_Information provided:_
BEGIN

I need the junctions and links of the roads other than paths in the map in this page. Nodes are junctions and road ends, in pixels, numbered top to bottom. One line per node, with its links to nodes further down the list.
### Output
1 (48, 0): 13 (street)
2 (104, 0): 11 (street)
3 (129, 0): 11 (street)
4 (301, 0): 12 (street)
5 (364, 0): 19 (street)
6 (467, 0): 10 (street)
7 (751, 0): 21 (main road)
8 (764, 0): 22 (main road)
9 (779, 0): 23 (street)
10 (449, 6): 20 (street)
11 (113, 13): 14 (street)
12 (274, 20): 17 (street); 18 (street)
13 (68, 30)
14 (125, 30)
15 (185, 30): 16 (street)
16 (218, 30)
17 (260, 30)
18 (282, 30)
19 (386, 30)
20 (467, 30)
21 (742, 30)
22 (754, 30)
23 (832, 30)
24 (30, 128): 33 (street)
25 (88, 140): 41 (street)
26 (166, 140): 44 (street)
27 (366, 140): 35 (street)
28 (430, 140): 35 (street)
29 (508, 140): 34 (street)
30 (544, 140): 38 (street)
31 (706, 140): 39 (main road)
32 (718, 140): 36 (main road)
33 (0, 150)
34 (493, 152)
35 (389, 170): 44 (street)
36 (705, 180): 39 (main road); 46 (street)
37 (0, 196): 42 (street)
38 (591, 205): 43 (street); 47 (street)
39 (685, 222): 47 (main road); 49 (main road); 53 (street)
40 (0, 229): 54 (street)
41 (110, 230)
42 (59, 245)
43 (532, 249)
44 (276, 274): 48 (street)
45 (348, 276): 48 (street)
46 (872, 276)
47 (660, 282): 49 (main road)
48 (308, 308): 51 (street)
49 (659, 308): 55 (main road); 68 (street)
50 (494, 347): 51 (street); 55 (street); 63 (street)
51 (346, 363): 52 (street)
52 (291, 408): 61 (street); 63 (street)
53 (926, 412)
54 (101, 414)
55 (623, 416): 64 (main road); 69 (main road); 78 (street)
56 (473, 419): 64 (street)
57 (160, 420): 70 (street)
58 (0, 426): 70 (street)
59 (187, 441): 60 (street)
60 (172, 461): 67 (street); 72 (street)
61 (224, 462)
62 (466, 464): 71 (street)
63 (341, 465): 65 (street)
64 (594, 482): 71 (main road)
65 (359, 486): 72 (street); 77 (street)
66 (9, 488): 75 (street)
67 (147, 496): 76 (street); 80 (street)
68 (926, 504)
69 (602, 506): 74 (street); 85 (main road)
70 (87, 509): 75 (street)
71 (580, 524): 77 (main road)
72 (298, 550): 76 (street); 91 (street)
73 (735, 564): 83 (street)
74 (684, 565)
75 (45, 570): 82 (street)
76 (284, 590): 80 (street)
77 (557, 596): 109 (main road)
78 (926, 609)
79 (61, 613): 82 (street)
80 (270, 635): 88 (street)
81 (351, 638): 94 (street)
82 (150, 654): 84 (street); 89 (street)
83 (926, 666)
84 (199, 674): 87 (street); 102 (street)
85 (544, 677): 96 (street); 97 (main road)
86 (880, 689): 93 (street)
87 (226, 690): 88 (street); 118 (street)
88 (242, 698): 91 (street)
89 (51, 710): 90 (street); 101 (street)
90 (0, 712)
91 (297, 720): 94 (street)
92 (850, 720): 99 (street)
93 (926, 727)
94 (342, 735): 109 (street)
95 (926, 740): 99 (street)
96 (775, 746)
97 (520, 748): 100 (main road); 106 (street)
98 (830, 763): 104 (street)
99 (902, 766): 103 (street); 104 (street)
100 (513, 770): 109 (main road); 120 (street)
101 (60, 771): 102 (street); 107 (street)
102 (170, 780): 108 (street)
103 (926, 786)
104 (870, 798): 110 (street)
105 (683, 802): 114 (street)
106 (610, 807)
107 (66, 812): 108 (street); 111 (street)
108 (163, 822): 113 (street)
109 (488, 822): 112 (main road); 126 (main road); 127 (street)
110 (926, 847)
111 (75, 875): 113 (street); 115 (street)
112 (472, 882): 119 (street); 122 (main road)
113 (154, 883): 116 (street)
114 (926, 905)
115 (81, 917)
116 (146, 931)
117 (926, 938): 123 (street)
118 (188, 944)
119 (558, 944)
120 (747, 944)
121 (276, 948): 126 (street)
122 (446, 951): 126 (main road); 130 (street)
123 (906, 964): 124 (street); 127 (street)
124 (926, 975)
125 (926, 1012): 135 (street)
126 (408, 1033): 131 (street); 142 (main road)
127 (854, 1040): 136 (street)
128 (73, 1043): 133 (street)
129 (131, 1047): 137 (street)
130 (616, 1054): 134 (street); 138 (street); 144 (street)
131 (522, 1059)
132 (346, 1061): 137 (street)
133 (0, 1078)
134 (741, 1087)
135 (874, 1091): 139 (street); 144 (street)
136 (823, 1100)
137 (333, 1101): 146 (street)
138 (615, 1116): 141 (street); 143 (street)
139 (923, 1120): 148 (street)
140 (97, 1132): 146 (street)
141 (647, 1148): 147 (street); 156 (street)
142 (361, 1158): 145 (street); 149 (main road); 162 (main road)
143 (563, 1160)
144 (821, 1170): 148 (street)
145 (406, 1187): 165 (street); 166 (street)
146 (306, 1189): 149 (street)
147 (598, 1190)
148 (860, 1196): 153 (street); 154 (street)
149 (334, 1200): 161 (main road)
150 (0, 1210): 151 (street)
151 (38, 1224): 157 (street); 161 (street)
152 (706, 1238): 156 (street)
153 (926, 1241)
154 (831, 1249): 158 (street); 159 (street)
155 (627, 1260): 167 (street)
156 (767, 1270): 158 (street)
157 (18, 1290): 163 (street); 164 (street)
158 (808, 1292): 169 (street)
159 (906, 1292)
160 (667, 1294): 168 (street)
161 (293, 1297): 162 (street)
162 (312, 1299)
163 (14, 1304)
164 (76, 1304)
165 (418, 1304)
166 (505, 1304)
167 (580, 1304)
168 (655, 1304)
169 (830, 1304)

END

_Work request:_
Exactly as they appear above, print all the entries.

_Your response:_
I need the junctions and links of the roads other than paths in the map in this page. Nodes are junctions and road ends, in pixels, numbered top to bottom. One line per node, with its links to nodes further down the list.
### Output
1 (48, 0): 13 (street)
2 (104, 0): 11 (street)
3 (129, 0): 11 (street)
4 (301, 0): 12 (street)
5 (364, 0): 19 (street)
6 (467, 0): 10 (street)
7 (751, 0): 21 (main road)
8 (764, 0): 22 (main road)
9 (779, 0): 23 (street)
10 (449, 6): 20 (street)
11 (113, 13): 14 (street)
12 (274, 20): 17 (street); 18 (street)
13 (68, 30)
14 (125, 30)
15 (185, 30): 16 (street)
16 (218, 30)
17 (260, 30)
18 (282, 30)
19 (386, 30)
20 (467, 30)
21 (742, 30)
22 (754, 30)
23 (832, 30)
24 (30, 128): 33 (street)
25 (88, 140): 41 (street)
26 (166, 140): 44 (street)
27 (366, 140): 35 (street)
28 (430, 140): 35 (street)
29 (508, 140): 34 (street)
30 (544, 140): 38 (street)
31 (706, 140): 39 (main road)
32 (718, 140): 36 (main road)
33 (0, 150)
34 (493, 152)
35 (389, 170): 44 (street)
36 (705, 180): 39 (main road); 46 (street)
37 (0, 196): 42 (street)
38 (591, 205): 43 (street); 47 (street)
39 (685, 222): 47 (main road); 49 (main road); 53 (street)
40 (0, 229): 54 (street)
41 (110, 230)
42 (59, 245)
43 (532, 249)
44 (276, 274): 48 (street)
45 (348, 276): 48 (street)
46 (872, 276)
47 (660, 282): 49 (main road)
48 (308, 308): 51 (street)
49 (659, 308): 55 (main road); 68 (street)
50 (494, 347): 51 (street); 55 (street); 63 (street)
51 (346, 363): 52 (street)
52 (291, 408): 61 (street); 63 (street)
53 (926, 412)
54 (101, 414)
55 (623, 416): 64 (main road); 69 (main road); 78 (street)
56 (473, 419): 64 (street)
57 (160, 420): 70 (street)
58 (0, 426): 70 (street)
59 (187, 441): 60 (street)
60 (172, 461): 67 (street); 72 (street)
61 (224, 462)
62 (466, 464): 71 (street)
63 (341, 465): 65 (street)
64 (594, 482): 71 (main road)
65 (359, 486): 72 (street); 77 (street)
66 (9, 488): 75 (street)
67 (147, 496): 76 (street); 80 (street)
68 (926, 504)
69 (602, 506): 74 (street); 85 (main road)
70 (87, 509): 75 (street)
71 (580, 524): 77 (main road)
72 (298, 550): 76 (street); 91 (street)
73 (735, 564): 83 (street)
74 (684, 565)
75 (45, 570): 82 (street)
76 (284, 590): 80 (street)
77 (557, 596): 109 (main road)
78 (926, 609)
79 (61, 613): 82 (street)
80 (270, 635): 88 (street)
81 (351, 638): 94 (street)
82 (150, 654): 84 (street); 89 (street)
83 (926, 666)
84 (199, 674): 87 (street); 102 (street)
85 (544, 677): 96 (street); 97 (main road)
86 (880, 689): 93 (street)
87 (226, 690): 88 (street); 118 (street)
88 (242, 698): 91 (street)
89 (51, 710): 90 (street); 101 (street)
90 (0, 712)
91 (297, 720): 94 (street)
92 (850, 720): 99 (street)
93 (926, 727)
94 (342, 735): 109 (street)
95 (926, 740): 99 (street)
96 (775, 746)
97 (520, 748): 100 (main road); 106 (street)
98 (830, 763): 104 (street)
99 (902, 766): 103 (street); 104 (street)
100 (513, 770): 109 (main road); 120 (street)
101 (60, 771): 102 (street); 107 (street)
102 (170, 780): 108 (street)
103 (926, 786)
104 (870, 798): 110 (street)
105 (683, 802): 114 (street)
106 (610, 807)
107 (66, 812): 108 (street); 111 (street)
108 (163, 822): 113 (street)
109 (488, 822): 112 (main road); 126 (main road); 127 (street)
110 (926, 847)
111 (75, 875): 113 (street); 115 (street)
112 (472, 882): 119 (street); 122 (main road)
113 (154, 883): 116 (street)
114 (926, 905)
115 (81, 917)
116 (146, 931)
117 (926, 938): 123 (street)
118 (188, 944)
119 (558, 944)
120 (747, 944)
121 (276, 948): 126 (street)
122 (446, 951): 126 (main road); 130 (street)
123 (906, 964): 124 (street); 127 (street)
124 (926, 975)
125 (926, 1012): 135 (street)
126 (408, 1033): 131 (street); 142 (main road)
127 (854, 1040): 136 (street)
128 (73, 1043): 133 (street)
129 (131, 1047): 137 (street)
130 (616, 1054): 134 (street); 138 (street); 144 (street)
131 (522, 1059)
132 (346, 1061): 137 (street)
133 (0, 1078)
134 (741, 1087)
135 (874, 1091): 139 (street); 144 (street)
136 (823, 1100)
137 (333, 1101): 146 (street)
138 (615, 1116): 141 (street); 143 (street)
139 (923, 1120): 148 (street)
140 (97, 1132): 146 (street)
141 (647, 1148): 147 (street); 156 (street)
142 (361, 1158): 145 (street); 149 (main road); 162 (main road)
143 (563, 1160)
144 (821, 1170): 148 (street)
145 (406, 1187): 165 (street); 166 (street)
146 (306, 1189): 149 (street)
147 (598, 1190)
148 (860, 1196): 153 (street); 154 (street)
149 (334, 1200): 161 (main road)
150 (0, 1210): 151 (street)
151 (38, 1224): 157 (street); 161 (street)
152 (706, 1238): 156 (street)
153 (926, 1241)
154 (831, 1249): 158 (street); 159 (street)
155 (627, 1260): 167 (street)
156 (767, 1270): 158 (street)
157 (18, 1290): 163 (street); 164 (street)
158 (808, 1292): 169 (street)
159 (906, 1292)
160 (667, 1294): 168 (street)
161 (293, 1297): 162 (street)
162 (312, 1299)
163 (14, 1304)
164 (76, 1304)
165 (418, 1304)
166 (505, 1304)
167 (580, 1304)
168 (655, 1304)
169 (830, 1304)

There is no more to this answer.